TOTAL SALES CLIMBED 2.6% from last November, from £35m to £36m, although this apparent stability was the result of the exceptional £9.2m paid for a Petrov-Vodkin still life at Christie’s that accounted for over one-quarter of the entire sales total generated by nearly 1200 lots.
There were almost precisely the same number of lots offered and sold as last November. The buy-in rate averaged 39% but varied from firm to firm – dipping from 35% to 25% at Christie’s, remaining broadly stable at Sotheby’s and MacDougall’s, and rising from 39% to 48% at Bonhams. Petrov-Vodkin helped Christie’s more than double their takings from six months ago, whereas sales at the other three firms were down – by 15% at MacDougall’s, 28% at Bonhams and 34% at Sotheby’s. Christie’s and Sotheby’s combined share of the market was 80% – up from 74% in November 2018.

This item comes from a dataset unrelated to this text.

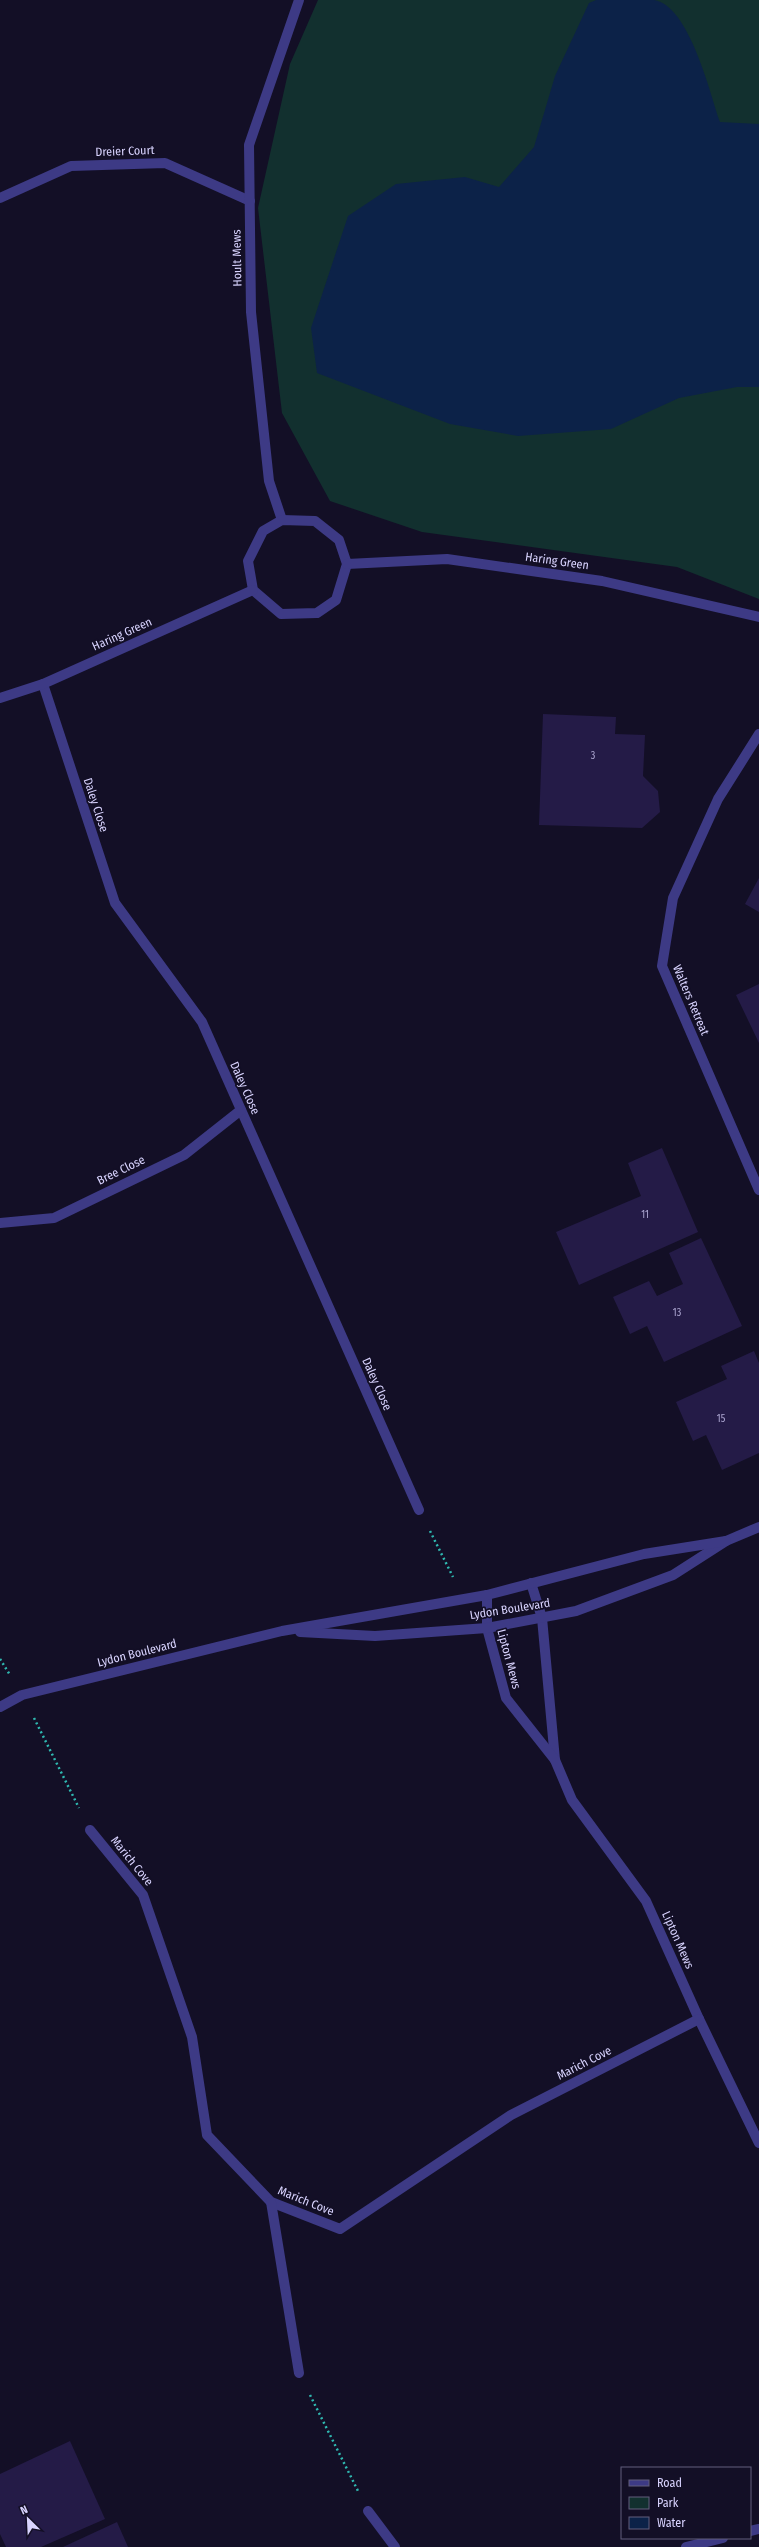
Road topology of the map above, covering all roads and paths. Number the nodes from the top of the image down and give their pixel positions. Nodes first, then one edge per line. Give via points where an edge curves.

All four firms were represented in the week’s Top Ten, which included three still lifes, four portraits and two Ayvazovskys, with the older outselling the larger. As last November four works cleared £1m, with Petrov-Vodkin setting a new auction record for a Russian painting and MacDougall’s Kustodiev – acquired at Sotheby’s for £1.26m in 2014 – generating a five-year 25% return on investment. But there were only five prices of over £500,000 compared to nine last November, with the last two works in this June’s Top Ten barely limping past their reserves. Highest price for a work of art, meanwhile, was £275,000 at Christie’s for an oval porcelain dish painted with a colourful shipyard scene by Stella Vengerovskaya in 1923.
CONCLUSION
The market’s apparent stability is misleading. There is money and demand for works of exceptional quality, but auctioneers continue to struggle to attract top-level consignments. The middle-market remains sluggish, except for ensembles underpinned by rarity and impeccable provenance (like the Chekhonins and Ostroumova-Lebedeva woodcuts, at Christie’s). There was, however, something of an upturn in prices for Non-Conformist artists, represented this week by fewer but more carefully selected works than usual, while the market for Soviet porcelain looks increasingly buoyant.